Matt Kemp turned 30 today, and his birthday comes at a happy time in his career. With a .363 on-base percentage and .580 slugging percentage, Kemp is among other things the No. 5 hitter in the big leagues in the second half of 2014, according to wRC+ (weighted runs created plus).

Much of this has been attributed to Kemp’s improved health, but as Don Mattingly discussed today (audio above), an adjustment to Kemp’s mechanics has also been a factor.

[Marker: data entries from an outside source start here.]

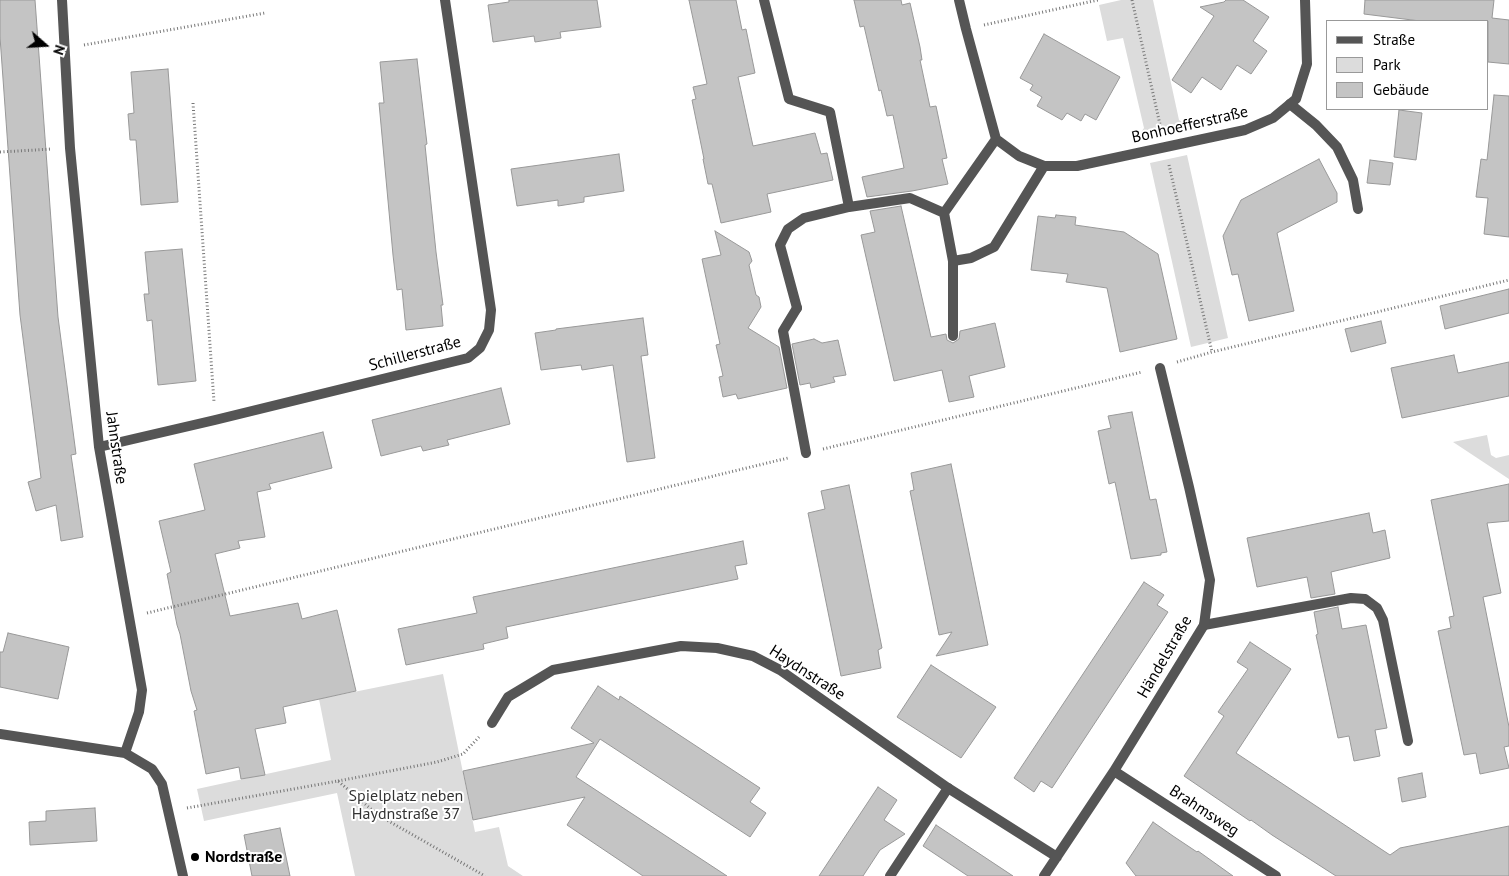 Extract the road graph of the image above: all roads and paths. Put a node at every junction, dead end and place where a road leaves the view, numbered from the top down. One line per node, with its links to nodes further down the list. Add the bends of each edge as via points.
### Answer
1 (62, 0): 10 (street, Jahnstraße)
2 (445, 0): 26 (street, Schillerstraße, via 491,310 489,330 480,348 468,358)
3 (764, 0): 18 (street, via 788,98 830,112)
4 (960, 0): 9 (street)
5 (1098, 0): 9 (path)
6 (1132, 0): 14 (path)
7 (1305, 0): 12 (street, Bonhoefferstraße, via 1307,64 1296,99)
8 (265, 13): 10 (path)
9 (966, 29): 13 (street)
10 (64, 48): 15 (street, Jahnstraße)
11 (193, 103): 26 (path)
12 (1290, 104): 14 (street, Bonhoefferstraße, via 1273,118 1245,130); 19 (street, via 1338,148 1353,180)
13 (996, 139): 17 (street, Bonhoefferstraße, via 1019,156); 20 (street)
14 (1165, 147): 17 (street, Bonhoefferstraße, via 1077,166); 24 (path)
15 (70, 148): 16 (path); 27 (street, Jahnstraße)
16 (0, 152)
17 (1044, 166): 21 (street, via 994,247 971,258)
18 (849, 206): 20 (street, via 910,198); 28 (street, via 804,218 788,229 780,245 797,308 783,331)
19 (1358, 209)
20 (944, 213): 21 (street)
21 (952, 261): 23 (street)
22 (1509, 280): 24 (path)
23 (952, 336)
24 (1212, 352): 25 (path)
25 (1160, 368): 28 (path); 30 (street, Händelstraße, via 1210,580)
26 (215, 420): 27 (street, Schillerstraße)
27 (99, 447): 29 (street, Jahnstraße)
28 (806, 453): 29 (path)
29 (130, 617): 34 (street, Jahnstraße, via 142,690 139,712)
30 (1204, 625): 33 (street, via 1351,598 1365,599 1377,608 1383,620); 35 (street, Händelstraße)
31 (492, 723): 36 (path, via 463,754); 37 (street, Haydnstraße, via 508,698 553,670 681,646 717,648 753,656 780,670)
32 (0, 734): 34 (street)
33 (1408, 741)
34 (126, 753): 38 (street, via 152,769 162,784)
35 (1114, 771): 39 (street, Händelstraße); 44 (street, Brahmsweg)
36 (338, 781): 38 (path); 41 (path, via 378,815)
37 (948, 788): 39 (street, Haydnstraße); 42 (street)
38 (169, 811): 40 (street)
39 (1057, 857): 43 (street, Händelstraße)
40 (183, 876)
41 (485, 876)
42 (890, 876)
43 (1044, 876)
44 (1276, 876)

“I think the biggest change Matt’s made is to straighten up,” Mattingly said. “I think you see him taller, you see his feet a little bit more straight. A guy that dives or is striding into the plate, he limits himself what he can do.”

Mattingly drew a comparison between this and the mechanics of Giants pitcher Madison Bumgarner, an earlier topic of discussion today, noting the effect of unusual angles Bumgarner uses.

“As a hitter, when you cross into the plate and you dive, you block yourself off certain parts of the plate you can’t handle and you can’t get to,” Mattingly continued. “Certain areas and even certain areas on both sides, you get cut off, and you don’t have the same leverage. So to me, with Matt straightening up, he was able to get through the ball a lot better and really create more bat speed and then backspin.”